Wednesday, November 25, 2015

The Shattered Iris


Gardens are so mercurial, temperamental; even in the winters... and it was always winter here. It was a blessed sort of hell for the research my team and I were trying to accomplish.

We were supposed to create a flower that could survive the cold, the snow, the ice.We were failing. Had failed. The garden I kept was my only comfort in this desolation.

I had kept it in my room, at first, an Iris. She was a beautiful sort of flower. Delicate in her beauty and resilient in her strength. She had been my inspiration through all the frustrations.a

When worse came to worse I converted the hydroponics works into a sort of open air greenhouse. Safe from the wind but frozen like outside.

No one understood. One by one, they left us. I was so close, I knew it. I had to keep trying, keep testing. My beauties weren't ready for the winds yet... but... they were withstanding the cold without shattering.

I only had one chance left before I was out of test subjects.

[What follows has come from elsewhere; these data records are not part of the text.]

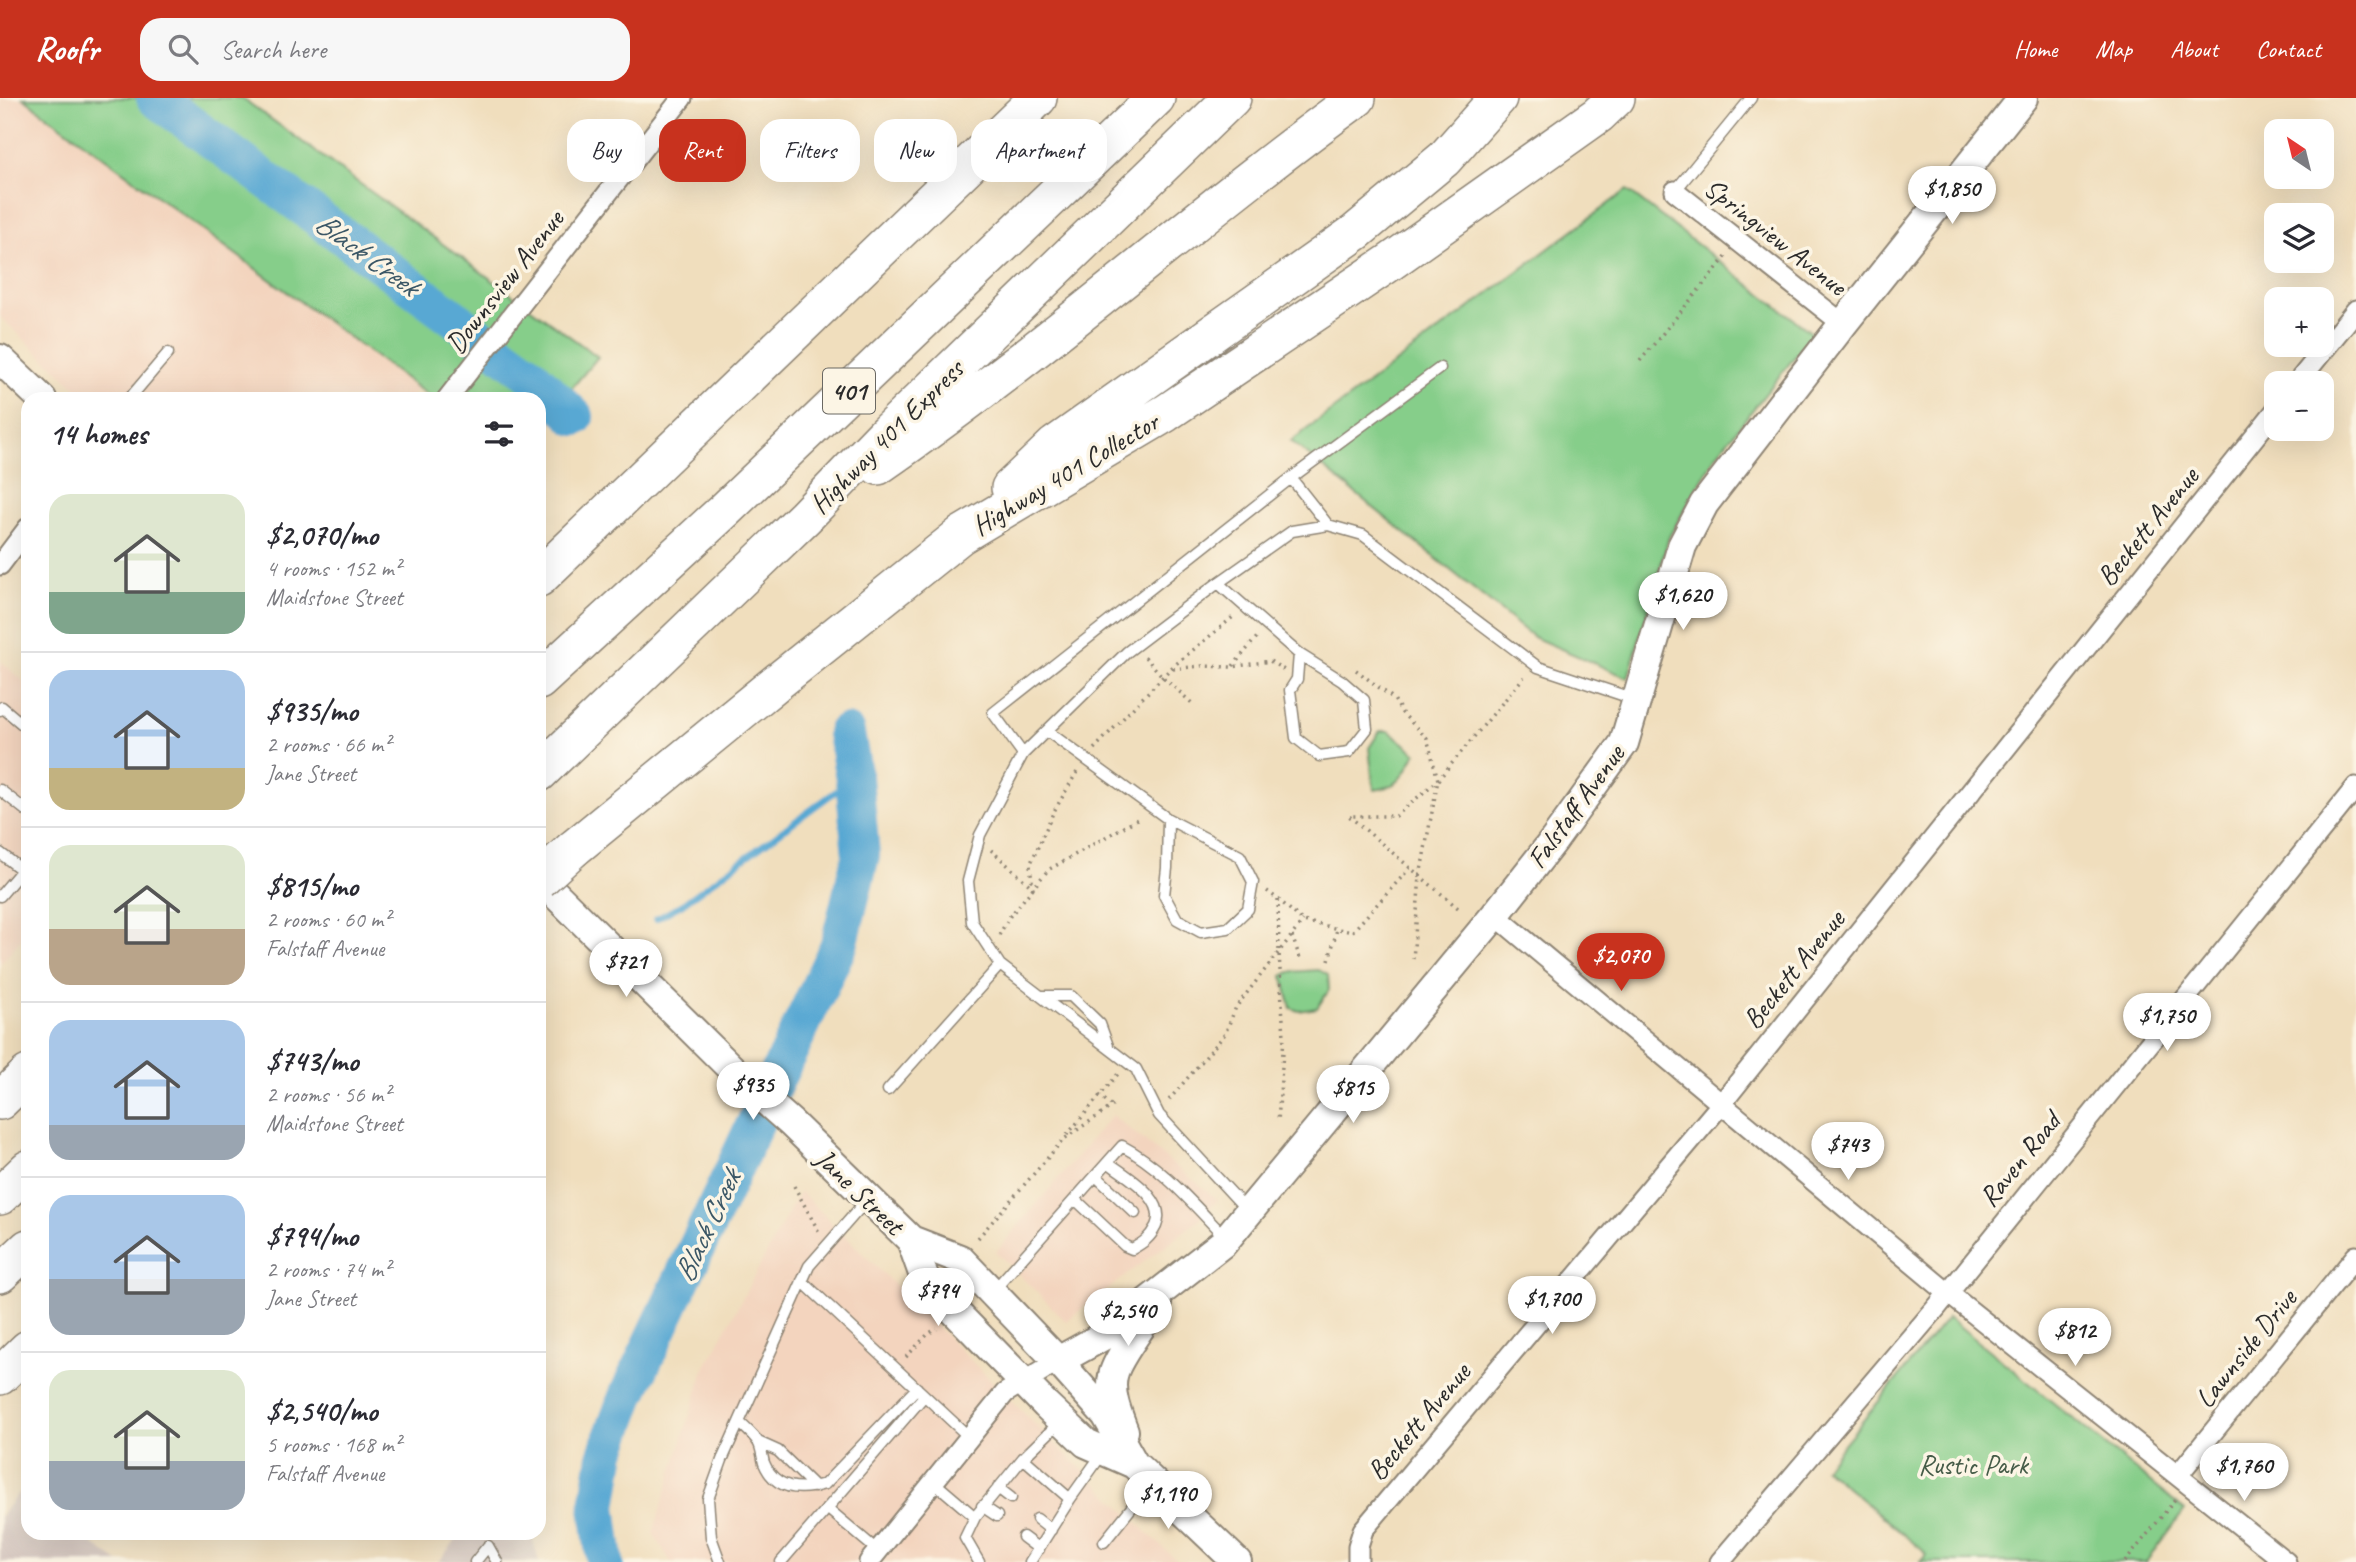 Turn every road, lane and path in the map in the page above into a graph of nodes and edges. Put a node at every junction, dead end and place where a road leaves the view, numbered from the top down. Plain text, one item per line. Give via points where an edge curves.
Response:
1 (682, 98) edge
2 (1038, 98) edge
3 (1156, 98) edge
4 (1232, 98) edge
5 (1357, 98) edge
6 (1498, 98) edge
7 (1616, 98) edge
8 (1751, 98) edge
9 (2023, 98) edge
10 (1675, 191) joint
11 (1738, 242) junction
12 (2356, 310) edge
13 (1843, 324) junction
14 (168, 353) dead end
15 (0, 359) edge
16 (1640, 361) dead end
17 (1440, 368) dead end
18 (2308, 371) edge
19 (35, 392) edge
20 (135, 392) edge
21 (452, 392) edge
22 (2264, 425) edge
23 (1291, 478) junction
24 (805, 517) junction
25 (1328, 525) junction
26 (961, 535) junction
27 (21, 537) edge
28 (0, 565) edge
29 (546, 571) edge
30 (1218, 583) junction
31 (1244, 607) junction
32 (1266, 626) junction
33 (1135, 646) junction
34 (1299, 654) junction
35 (1232, 667) junction
36 (1171, 669) junction
37 (546, 675) edge
38 (1163, 677) junction
39 (1524, 677) dead end
40 (1297, 679) junction
41 (1342, 681) junction
42 (1637, 700) junction
43 (1194, 705) dead end
44 (1, 706) edge
45 (21, 723) edge
46 (1047, 731) junction
47 (1023, 754) junction
48 (1085, 759) junction
49 (546, 766) edge
50 (1438, 780) junction
51 (2356, 788) edge
52 (0, 790) edge
53 (21, 806) edge
54 (1155, 809) junction
55 (1168, 819) junction
56 (979, 839) junction
57 (0, 853) edge
58 (21, 866) edge
59 (1410, 868) junction
60 (21, 873) edge
61 (546, 873) edge
62 (1420, 876) junction
63 (1253, 882) junction
64 (546, 886) edge
65 (1033, 888) junction
66 (0, 896) edge
67 (1278, 898) junction
68 (1458, 908) dead end
69 (1494, 915) junction
70 (1303, 922) junction
71 (1337, 929) junction
72 (1292, 936) junction
73 (990, 950) junction
74 (1279, 953) junction
75 (1413, 959) dead end
76 (1329, 960) dead end
77 (1301, 961) dead end
78 (1000, 965) junction
79 (1040, 996) junction
80 (1109, 1048) junction
81 (1128, 1063) junction
82 (21, 1081) edge
83 (888, 1090) dead end
84 (1099, 1095) junction
85 (0, 1101) edge
86 (1117, 1103) dead end
87 (1722, 1103) junction
88 (1111, 1105) junction
89 (1157, 1111) junction
90 (1278, 1122) dead end
91 (1064, 1139) junction
92 (1109, 1163) junction
93 (21, 1176) edge
94 (1097, 1177) junction
95 (794, 1186) dead end
96 (0, 1196) edge
97 (868, 1198) junction
98 (1076, 1200) junction
99 (1249, 1212) junction
100 (1135, 1213) dead end
101 (978, 1238) dead end
102 (1227, 1239) junction
103 (911, 1240) junction
104 (827, 1245) junction
105 (21, 1254) edge
106 (2356, 1256) edge
107 (0, 1274) edge
108 (802, 1281) junction
109 (1166, 1289) junction
110 (992, 1292) junction
111 (1948, 1293) junction
112 (941, 1326) dead end
113 (21, 1356) edge
114 (1058, 1361) junction
115 (895, 1368) junction
116 (0, 1376) edge
117 (1023, 1382) junction
118 (920, 1392) junction
119 (1062, 1420) junction
120 (739, 1422) junction
121 (969, 1437) junction
122 (758, 1442) junction
123 (1104, 1451) junction
124 (1023, 1458) junction
125 (1143, 1473) junction
126 (2178, 1475) junction
127 (934, 1482) junction
128 (815, 1487) junction
129 (998, 1488) junction
130 (1012, 1498) dead end
131 (1070, 1499) junction
132 (2175, 1500) dead end
133 (982, 1506) junction
134 (827, 1508) junction
135 (997, 1516) dead end
136 (975, 1517) junction
137 (1037, 1520) dead end
138 (1051, 1530) junction
139 (1023, 1537) dead end
140 (1104, 1542) dead end
141 (1039, 1549) junction
142 (873, 1557) edge
143 (475, 1562) edge
144 (497, 1562) edge
145 (720, 1562) edge
146 (781, 1562) edge
147 (979, 1562) edge
148 (1030, 1562) edge
149 (1237, 1562) edge
150 (1358, 1562) edge
151 (1720, 1562) edge
152 (2125, 1562) edge
153 (2286, 1562) edge

1 - 21 street, Downsview Avenue
2 - 29 highway
3 - 37 highway, Highway 401 Express / 401
4 - 24 highway, Highway 401 Express / 401
5 - 24 highway via 903,449
6 - 26 highway via 1444,159 1356,232 1055,444
7 - 26 highway, Highway 401 Collector via 1389,263 1166,413
8 - 10 lane
9 - 13 street, Falstaff Avenue
10 - 11 street, Springview Avenue
11 - 13 street, Springview Avenue
11 - 16 path
12 - 18 street
13 - 42 street, Falstaff Avenue via 1704,504 1682,546
14 - 20 lane
15 - 19 street
17 - 23 lane
22 - 87 street, Beckett Avenue
23 - 25 lane
23 - 47 lane via 993,713
24 - 49 highway, Highway 401 Express / 401
25 - 30 lane via 1292,531
25 - 42 lane via 1363,535 1538,667
26 - 61 highway, Highway 401 Collector, bridge
27 - 28 street
30 - 31 lane
30 - 33 lane
31 - 32 lane
31 - 36 path
32 - 34 lane
32 - 35 path
33 - 38 path
33 - 46 lane
34 - 40 lane
34 - 41 lane
35 - 36 path
35 - 40 path via 1269,661
36 - 38 path
38 - 43 path
38 - 48 path
39 - 50 path
40 - 41 lane via 1290,690 1296,738 1320,756 1349,752 1367,729 1364,700
41 - 50 path via 1349,665 1394,699 1427,738
42 - 69 street, Falstaff Avenue via 1623,743
44 - 45 lane
46 - 47 lane
46 - 48 lane
47 - 56 lane
48 - 54 lane
48 - 65 path via 1053,813 1030,865
50 - 59 path via 1396,816 1349,816
50 - 62 path
51 - 111 street, Raven Road
52 - 53 lane
54 - 55 lane
54 - 65 path via 1048,870
55 - 63 lane via 1241,856
55 - 63 lane via 1164,895 1177,919 1201,932 1228,928 1248,909
56 - 65 path
56 - 73 lane via 968,881 972,922
57 - 58 lane
59 - 62 path
59 - 71 path via 1352,932
60 - 66 lane
62 - 68 path
62 - 75 path
63 - 67 path
64 - 97 street, Jane Street
65 - 73 path
67 - 70 path
67 - 74 path
69 - 87 street
69 - 99 street, Falstaff Avenue
70 - 71 path
70 - 72 path
71 - 76 path
72 - 74 path
72 - 77 path
73 - 78 lane
74 - 89 path via 1236,1007 1225,1034
74 - 90 path via 1284,1037
78 - 79 lane
78 - 83 lane
79 - 80 lane
79 - 80 lane via 1071,996 1100,1024
80 - 81 lane
81 - 84 path
81 - 89 lane via 1136,1069
82 - 85 highway
84 - 88 path
84 - 91 path
86 - 88 path
87 - 111 street
87 - 150 street, Beckett Avenue via 1363,1530
88 - 91 path
89 - 99 lane
91 - 101 path
92 - 94 lane
92 - 98 lane via 1157,1207 1159,1217 1150,1237 1132,1249 1125,1246
92 - 102 lane via 1122,1146 1137,1154
93 - 96 highway
94 - 98 lane
94 - 100 lane
95 - 104 path
97 - 103 street, Jane Street
97 - 104 lane
98 - 110 lane
99 - 102 street, Falstaff Avenue
102 - 109 street, Falstaff Avenue
103 - 110 street, Jane Street via 960,1259
103 - 117 street, Jane Street via 926,1282
104 - 108 lane
105 - 107 highway
106 - 126 street, Lawnside Drive
108 - 115 lane
108 - 120 lane
109 - 114 street, Falstaff Avenue via 1105,1335
109 - 125 street via 1112,1377 1115,1405
110 - 114 street, Jane Street
111 - 126 street
111 - 151 street, Raven Road
112 - 115 path
113 - 116 highway
114 - 117 street
114 - 125 street, Jane Street via 1106,1415
115 - 118 lane
117 - 119 street, Jane Street
117 - 121 street via 1004,1393
118 - 121 lane
118 - 128 lane via 825,1484
118 - 134 lane
119 - 123 street, Jane Street via 1086,1443
119 - 124 lane
120 - 122 lane
120 - 145 lane via 708,1499 711,1537
121 - 127 street
122 - 128 lane via 778,1451
122 - 128 lane via 776,1482 795,1489
123 - 125 street, Jane Street
123 - 131 lane
124 - 129 lane
124 - 131 lane
125 - 140 lane
125 - 149 street, Jane Street
126 - 153 street
127 - 136 lane
127 - 142 street
129 - 130 lane
129 - 133 lane
131 - 138 lane
132 - 152 path
133 - 135 lane
133 - 136 lane
134 - 142 lane
134 - 146 lane
136 - 147 lane via 965,1538
137 - 138 lane
138 - 141 lane
139 - 141 lane
141 - 148 lane
143 - 144 lane via 488,1546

I walked slowly back to my room. There is a price for science and I cried while I paid it; bagging my beautiful Iris, filling the bag with a warmed gas to keep her petals supple while I wheeled her down to the test area.

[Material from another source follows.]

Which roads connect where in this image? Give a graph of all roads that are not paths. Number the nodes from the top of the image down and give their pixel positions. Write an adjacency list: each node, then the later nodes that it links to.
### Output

An eternity later I gazed at my specimen's test results. All readings looked hopeful. I had done it. We had done it. My beautiful Iris lay living, not dormant, beneath the layers of ice. Nothing had cracked, nothing had shattered. She lived and could move, could bend when the winds caught her.

My Iris swayed on the table as I touched her, my gloved hands trembling. Beauty, finally frozen in time, alive.